The best part is that you get to shoot your bow a lot during a field round...112 shots over 5 hours as opposed to 20 shots in 3 1/2 hours, or 10 shots in two hours.
field14 (Tom D.)


----------



## Daniel Boone (May 31, 2002)

field14 said:


> Daniel,
> The targets USED to be in inches up until the target change in 1976, then they went to centimeters. The Vegas target face, since I've been in the game has ALWAYS been in centimeters (metrics). Get used to it, because they are metric and it doesn't matter. In addition, for IFAA and some other rounds that these targets are used in...their distances are in....METERS, and not yards.
> 
> I don't bother with how many inches the target is for a given distance; it is the same for everyone and scored the same, so the SIZE doesn't matter...you either hit it all four times for your "20" or you miss a couple or even all four...score is the same.
> ...


When someone here ask whats a good reference for shooting distances.

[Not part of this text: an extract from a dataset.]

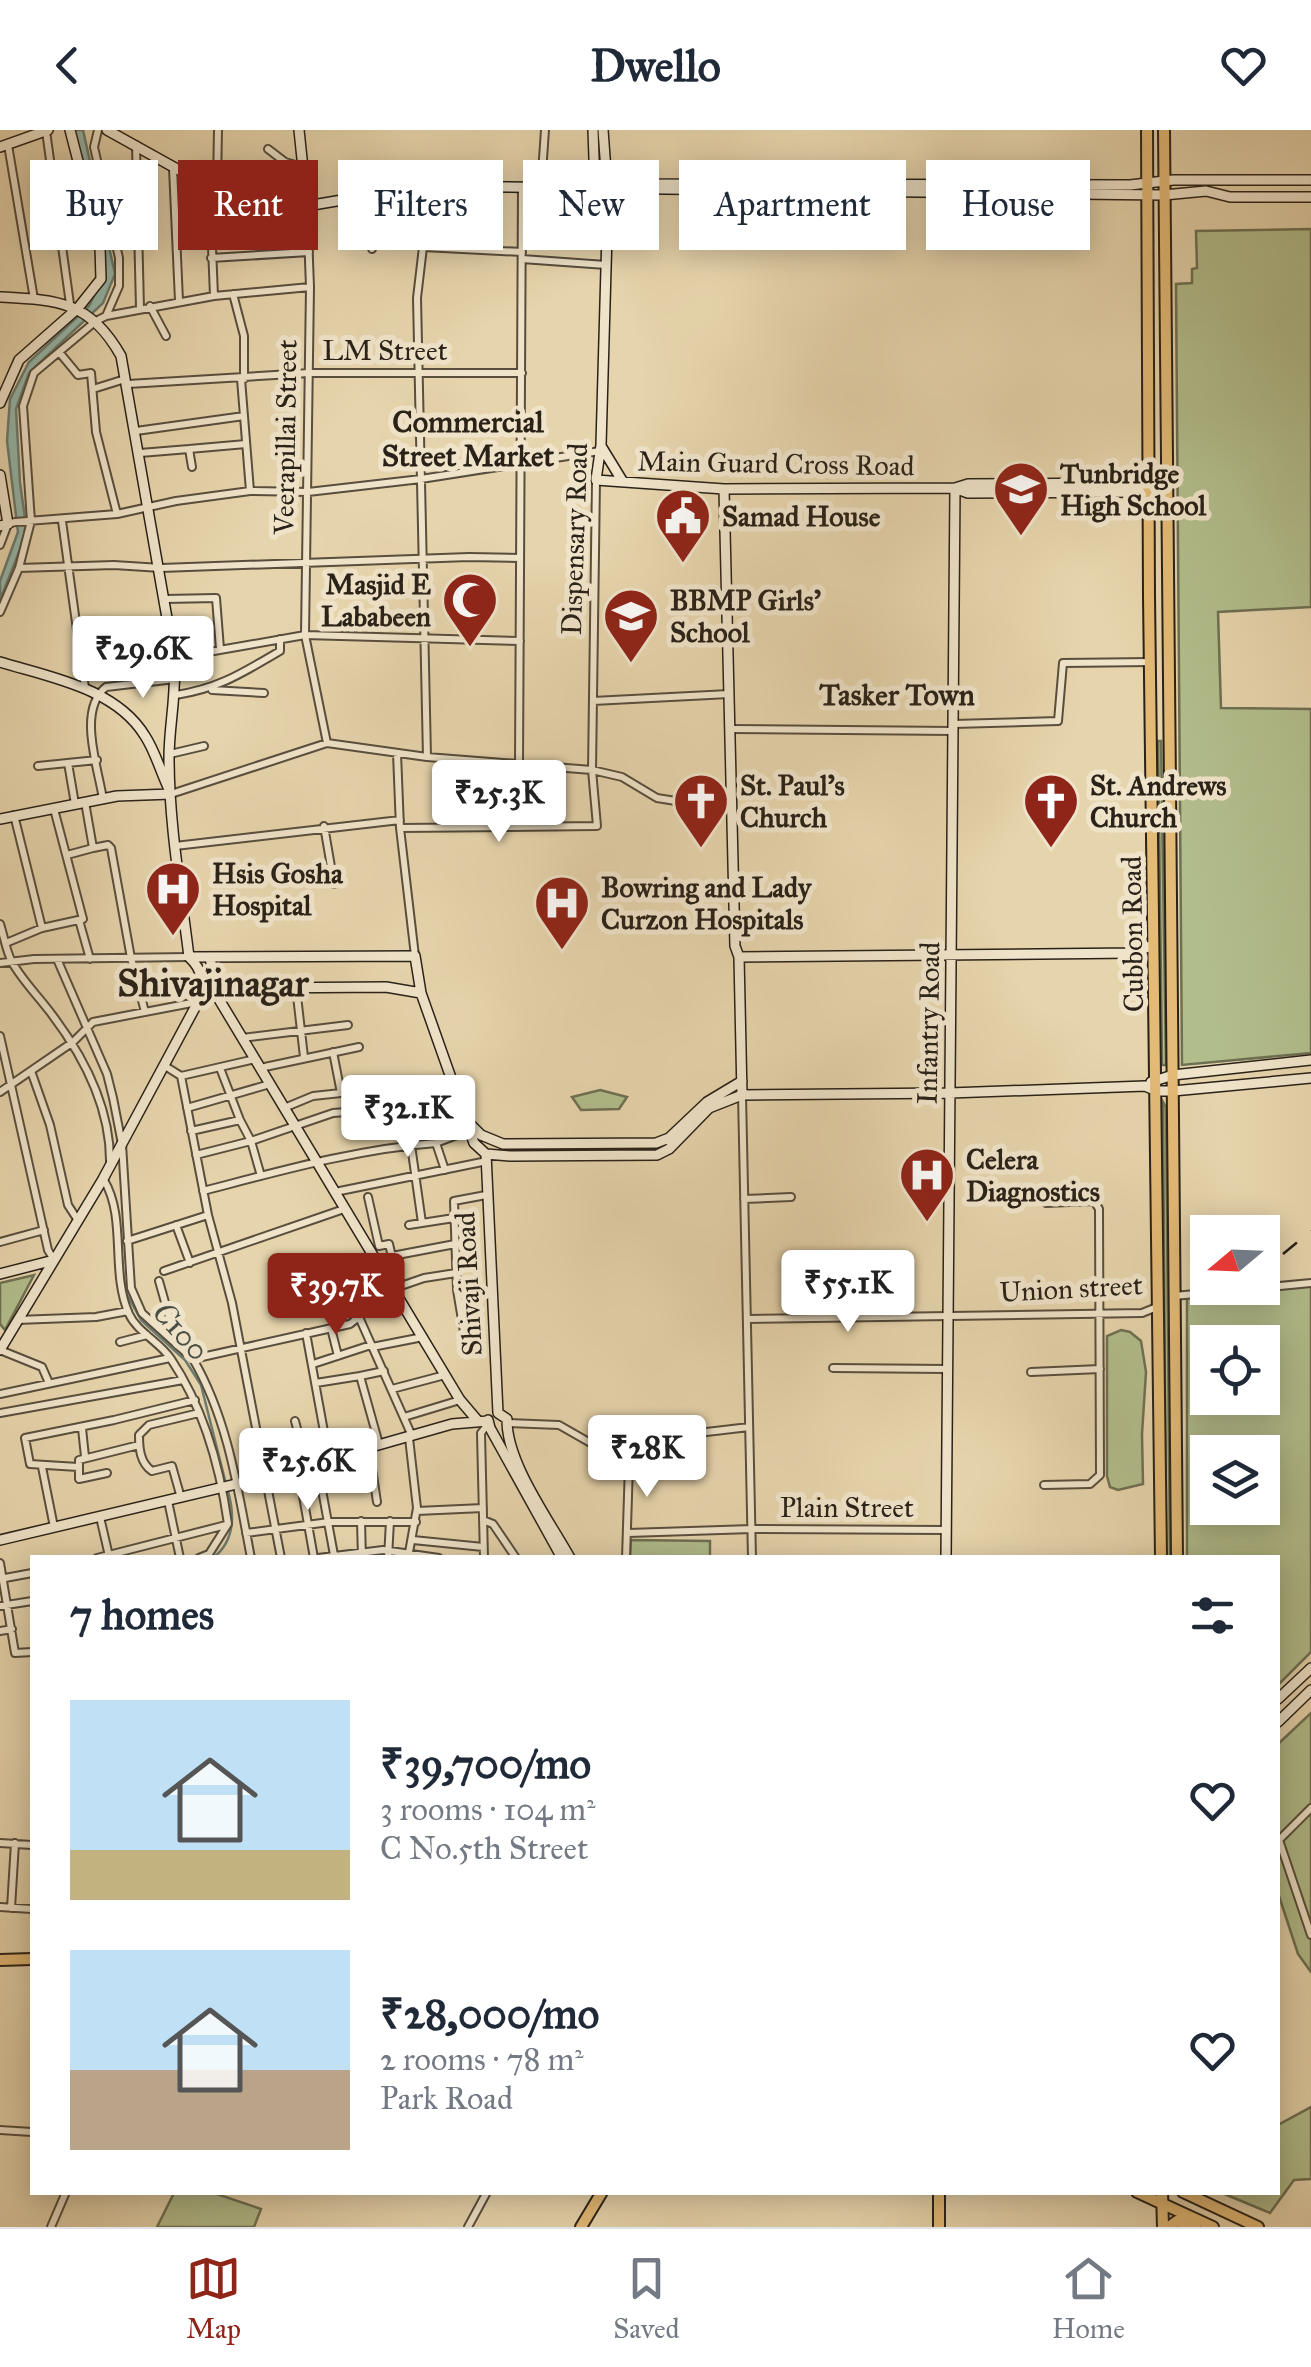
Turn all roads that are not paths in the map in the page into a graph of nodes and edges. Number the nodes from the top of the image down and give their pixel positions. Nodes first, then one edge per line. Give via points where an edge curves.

They usually dont get CM. I often use the target sizes from NFAA for reference to say that if you hit these targets on regular basis your shooting pretty well.

Of course shooting in back yard and field range is different.
DB


----------



## ccwilder3 (Sep 13, 2003)

5", 4", 2.75" and 1.5" is very close on size for the 5 on the different targets.


----------



## mag41vance (Mar 13, 2008)

Here you go Danny boy! We might be Old, but we can still cipher! :wink:

http://www.metric-conversions.org/length/centimeters-to-inches.htm


Example: the X ring on the Large target = 6.5cm = 2- 9⁄16"


----------



## carlosii (Feb 25, 2007)

field14 said:


> Daniel,
> 
> 
> I don't bother with how many inches. It is the same for everyone...so the SIZE doesn't matter...
> ...


from the ladies i know, you might be wrong, Tom. :wink:


----------